🤖 AI Summary
Traditional incremental planetary exploration paradigms are ill-suited for outer solar system missions spanning more than a decade, as they lack the adaptability to evolve through repeated iterations in response to unknown environments. This work proposes a new paradigm—Planetary Exploration 3.0 (PE 3.0)—that integrates software-defined space systems, embodied artificial intelligence, and modular architecture to enable spacecraft to autonomously reconfigure their functionalities in real time based on in situ data and conduct hypothesis-driven scientific investigations. Key enabling technologies include reconfigurable hardware, multifunctional modular design, and onboard autonomous decision-making with navigation and control. The study establishes a comprehensive PE 3.0 systems engineering framework and demonstrates its feasibility and superiority through three mission concepts: an intelligent Neptune–Triton flyby, an icy ocean world explorer, and an Oort Cloud reconnaissance mission.
📝 Abstract
The surface and subsurface of worlds beyond Mars remain largely unexplored. Yet these worlds hold keys to fundamental questions in planetary science - from potentially habitable subsurface oceans on icy moons to ancient records preserved in Kuiper Belt objects. NASA's success in Mars exploration was achieved through incrementalism: 22 progressively sophisticated missions over decades. This paradigm, which we call Planetary Exploration 2.0 (PE 2.0), is untenable for the outer Solar System, where cruise times of a decade or more make iterative missions infeasible. We propose Planetary Exploration 3.0 (PE 3.0): a paradigm in which unvisited worlds are explored by a single or a few missions with radically adaptive space systems. A PE 3.0 mission conducts both initial exploratory science and follow-on hypothesis-driven science based on its own in situ data returns, evolving spacecraft capabilities to work resiliently in previously unseen environments.

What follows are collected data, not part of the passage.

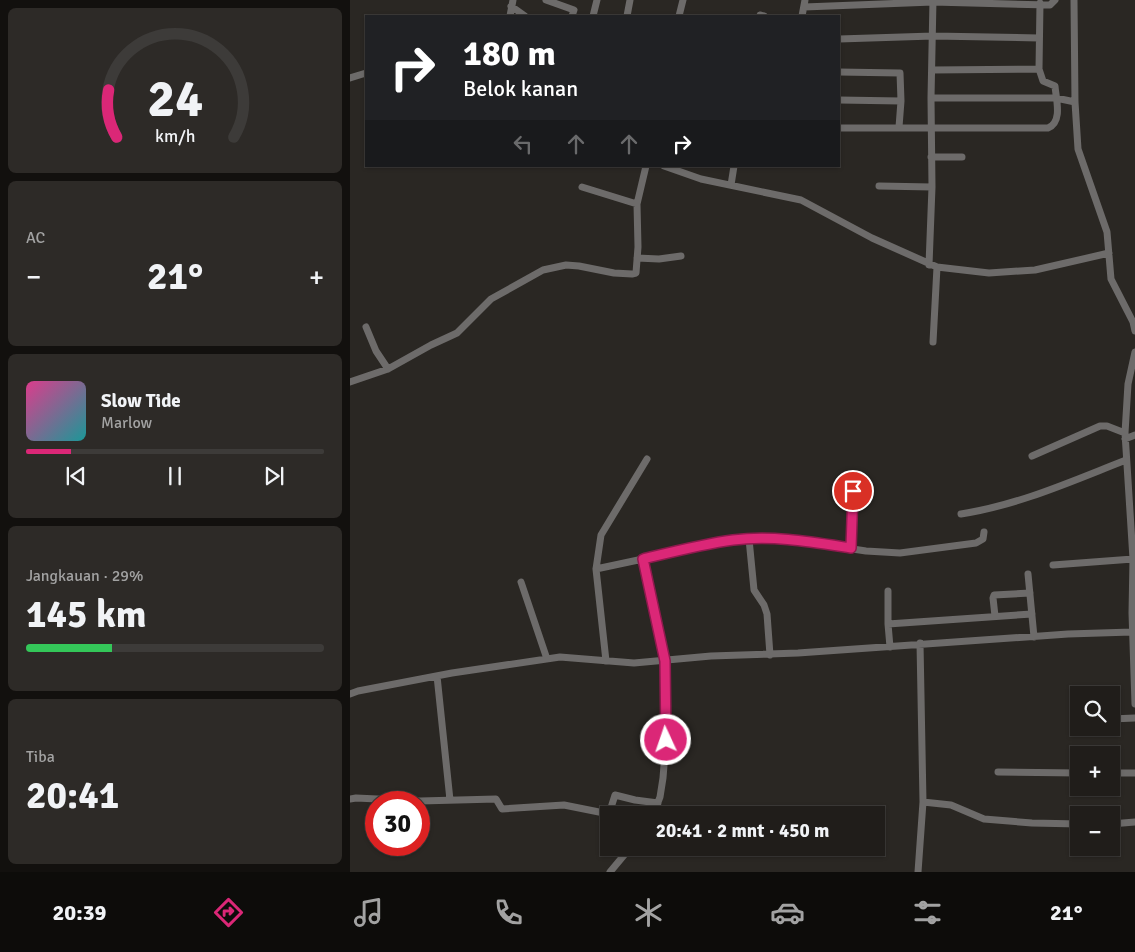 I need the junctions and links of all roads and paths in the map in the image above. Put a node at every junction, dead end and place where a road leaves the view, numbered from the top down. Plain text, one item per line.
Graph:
1 (546, 0) edge
2 (597, 0) edge
3 (630, 0) edge
4 (683, 0) edge
5 (1055, 0) edge
6 (1074, 0) edge
7 (933, 1) edge
8 (512, 3) edge
9 (804, 3) edge
10 (1040, 3) junction
11 (524, 15) edge
12 (572, 15) edge
13 (593, 15) edge
14 (627, 15) edge
15 (679, 15) edge
16 (933, 36) junction
17 (1039, 38) junction
18 (840, 39) edge
19 (1040, 69) junction
20 (932, 70) junction
21 (840, 72) edge
22 (365, 73) edge
23 (350, 78) edge
24 (931, 98) junction
25 (1056, 98) junction
26 (840, 100) edge
27 (901, 101) junction
28 (1075, 102) junction
29 (899, 127) junction
30 (931, 127) junction
31 (840, 128) edge
32 (931, 157) junction
33 (962, 157) dead end
34 (646, 167) edge
35 (667, 167) edge
36 (734, 167) edge
37 (731, 185) junction
38 (879, 186) dead end
39 (582, 187) dead end
40 (932, 187) junction
41 (637, 204) junction
42 (1109, 253) junction
43 (681, 256) dead end
44 (637, 258) junction
45 (929, 264) junction
46 (937, 267) junction
47 (366, 327) dead end
48 (1135, 331) edge
49 (933, 342) dead end
50 (1135, 352) edge
51 (388, 369) junction
52 (350, 382) edge
53 (1135, 435) edge
54 (1125, 436) junction
55 (1032, 456) dead end
56 (647, 459) dead end
57 (1126, 460) junction
58 (853, 491) dead end
59 (961, 514) dead end
60 (984, 532) dead end
61 (749, 539) junction
62 (851, 548) junction
63 (643, 559) junction
64 (1133, 559) junction
65 (1053, 565) dead end
66 (596, 569) junction
67 (1028, 574) dead end
68 (521, 582) dead end
69 (888, 591) dead end
70 (1030, 592) junction
71 (1134, 613) edge
72 (1032, 614) junction
73 (995, 616) junction
74 (888, 624) junction
75 (1132, 632) junction
76 (1034, 637) junction
77 (920, 644) junction
78 (890, 647) junction
79 (770, 654) junction
80 (547, 659) junction
81 (606, 661) junction
82 (665, 661) junction
83 (437, 676) junction
84 (350, 694) edge
85 (1135, 704) edge
86 (1135, 718) edge
87 (1120, 719) edge
88 (998, 772) dead end
89 (1070, 773) edge
90 (1120, 773) edge
91 (1135, 773) edge
92 (350, 799) edge
93 (450, 800) junction
94 (923, 802) junction
95 (658, 803) junction
96 (657, 806) edge
97 (1135, 822) edge
98 (1120, 823) edge
99 (1070, 824) edge
100 (623, 856) edge
101 (610, 872) edge
102 (918, 872) edge

1 - 12 street
2 - 13 street
3 - 14 street
4 - 15 street
5 - 10 street
6 - 28 street
7 - 9 street
7 - 10 street
7 - 16 street
8 - 11 street
10 - 17 street
16 - 17 street
16 - 18 street
16 - 20 street
17 - 19 street
19 - 20 street
19 - 25 street
20 - 24 street
21 - 27 street
22 - 23 street
24 - 25 street
24 - 30 street
25 - 28 street
25 - 30 street
26 - 27 street
27 - 29 street
28 - 42 street
29 - 30 street
29 - 31 street
30 - 32 street
32 - 33 street
32 - 40 street
34 - 41 street
35 - 37 street
36 - 37 street
37 - 45 street
38 - 40 street
39 - 41 street
40 - 45 street
41 - 44 street
42 - 46 street
42 - 48 street
43 - 44 street
44 - 51 street
45 - 46 street
46 - 49 street
47 - 51 street
50 - 54 street
51 - 52 street
53 - 54 street
54 - 55 street
54 - 57 street
56 - 66 street
57 - 59 street
57 - 64 street
58 - 62 street
60 - 62 street
61 - 62 street
61 - 63 street
61 - 79 street
63 - 66 street
63 - 82 street
64 - 65 street
64 - 71 street
66 - 81 street
67 - 70 street
68 - 80 street
69 - 74 street
70 - 72 street
70 - 73 street
71 - 75 street
72 - 73 street
72 - 76 street
73 - 74 street
74 - 78 street
75 - 76 street
75 - 85 street
76 - 77 street
77 - 78 street
77 - 94 street
78 - 79 street
79 - 82 street
80 - 81 street
80 - 83 street
81 - 82 street
82 - 95 street
83 - 84 street
83 - 93 street
86 - 87 street
88 - 89 street
90 - 91 street
92 - 93 street
93 - 95 street
94 - 99 street
94 - 102 street
95 - 96 street
97 - 98 street
100 - 101 street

The key enabler of PE 3.0 is software-defined space systems (SDSSs) - systems that can adapt their functions at all levels through software updates. This paper presents findings from a Keck Institute for Space Studies (KISS) workshop on PE 3.0, covering: (1) PE 3.0 systems engineering including science definition, architecture, design methods, and verification & validation; (2) software-defined space system technologies including reconfigurable hardware, multi-functionality, and modularity; (3) onboard intelligence including autonomous science, navigation, controls, and embodied AI; and (4) three PE 3.0 mission concepts: a Neptune/Triton smart flyby, an ocean world explorer, and an Oort cloud reconnaissance mission.